Benn: Kelly tires too quickly
“You know, I called it because I thought Kelly was too big on the weight,” said Conor Benn. “Kelly has all the skill in the world for the first four or five rounds.
“He is so naturally gifted; his reflexes are second to none. But for some reason, he seems to tire between rounds four and six, and then it becomes a gut check.
“Tonight, he failed on that, but I believe he’ll come back because champions always come back, and I believe Kelly can become a champion.
“I wouldn’t give him the first two rounds. I would give him no rounds,” Benn said when asked if he’d let Kelly get off to an early lead against him in the way he did tonight against Avanesyan.
“I’ll go in there and let him know he’s in a fight from the first bell. Avanesyan did a great job of hunting him down, staying compact, staying compact, even while Kelly was letting off good shots.
“But you know Kelly is going to tire, so I thought Kelly would nick the first six or seven rounds, then potentially be sink or swim in the later rounds.
“If it were me and Kelly, I wouldn’t give him the first rounds; I wouldn’t give him no rounds. I’d go in there, sit on his chest and change the variety of speeds, be explosive, drag him into a fight, and then have a little box.
“But listen, that’s enough of talking about me and Kelly fighting. He just suffered a loss to Avanesyan, and I bet he’s really feeling this,” said Benn.
As Conor points out, Kelly has shown a tendency to fade quickly after four rounds in some of his fights. We saw that happen to him against Avanesyan.
Whether that was from blood loss or conditioning for Kelly is unknown. The conditioning issues are something that’s been showing up since Josh started facing better opposition.
Conor Benn future option for Avanesyan
“For sure, but first Conor [Benn] has a really tough fight against Samuel Vargas on April the 10th,” said Hearn when asked if Benn would be interested in fighting Avanesyan after his match against Kelly went out the window with his loss tonight.
“It is a gutter because that’s a big domestic fight, Avanesyan and Josh Kelly. I think now I’d like to take Avanesyan on now for a shot at a world title.
“I think he deserves it. Conor will be looking and saying, ‘I want him once I get through Vargas.’
“You’ve just seen the huge audience tonight. Avanesyan gained a lot of fans. So Benn against Avanesyan is a very, very big fight, but it’s a tough fight. I was just saying to Conor there, ‘He was too tough tonight, Avanesyan,'” said Hearn.
“Definitely, I fear no man,” Benn said when asked if he’d be interested in fighting Avanesyan down the road.

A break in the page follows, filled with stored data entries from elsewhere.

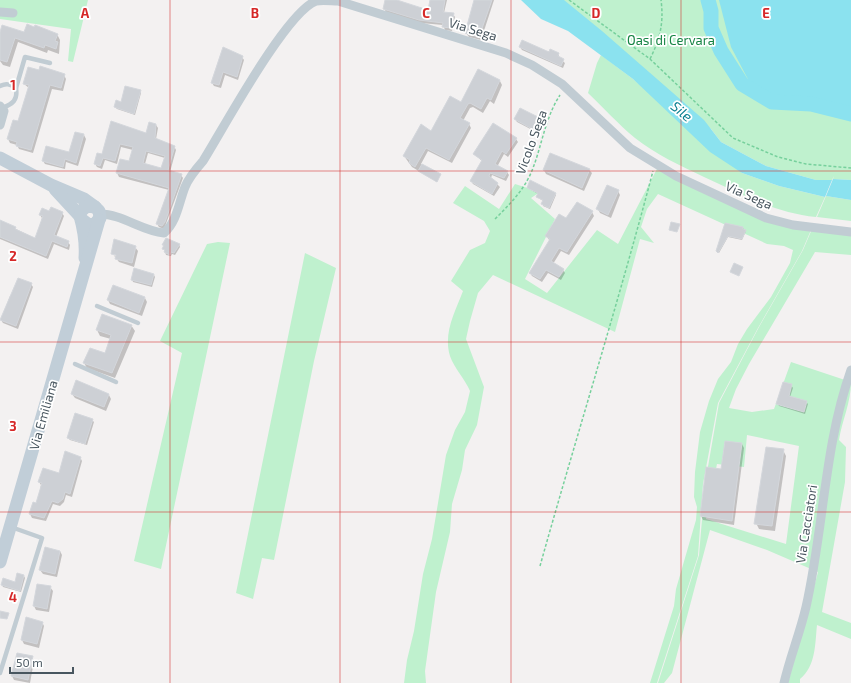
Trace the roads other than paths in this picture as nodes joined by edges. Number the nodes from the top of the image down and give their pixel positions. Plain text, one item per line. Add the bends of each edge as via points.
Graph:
1 (318, 0) edge
2 (0, 12) edge
3 (13, 13) dead end
4 (50, 63) dead end
5 (0, 86) edge
6 (16, 88) junction
7 (1, 107) edge
8 (0, 125) edge
9 (0, 158) edge
10 (51, 185) junction
11 (98, 214) junction
12 (81, 218) junction
13 (851, 232) edge
14 (85, 268) junction
15 (97, 306) dead end
16 (138, 323) dead end
17 (75, 364) dead end
18 (851, 370) edge
19 (116, 382) dead end
20 (10, 527) junction
21 (0, 562) edge
22 (0, 673) edge
23 (784, 683) edge

1 - 11 street, Via Sega via 299,15 275,44 204,161 192,172 170,228 164,233 156,232 112,216
1 - 13 street, Via Sega via 338,1 506,53 532,65 565,86 630,148 676,176 766,218 793,225
2 - 3 street
4 - 6 lane via 25,57
5 - 6 lane via 11,84
6 - 7 lane via 17,95 13,104
7 - 8 street via 4,111
9 - 10 main road
10 - 11 main road via 84,199
10 - 12 main road
11 - 12 main road via 95,224 89,225
11 - 14 main road, Via Emiliana
12 - 14 main road, Via Emiliana via 86,248
14 - 20 main road, Via Emiliana
15 - 16 lane
17 - 19 lane
18 - 23 street, Via Cacciatori via 842,396 829,457 806,607
20 - 21 main road, Via Emiliana
20 - 22 lane via 42,538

They did make Avanesyan out to be a monster, and tonight he proved that he is the monster that everyone kept making him out to be.
“So I’m still learning, I’m still grafting, and so if the public wants it, the public will get it,” Benn said about a potential fight between him and Avanesyan down the road.
It might be a good idea for Benn to gain more experience before he steps inside the ring to faces Avanesyan. Hearn just had one of his fighters exposed by Avanesyan.
I don’t think he wants to see Benn exposed as well by the Russian fighter, as that would ruin things for a potential in-house Matchroom Boxing fight.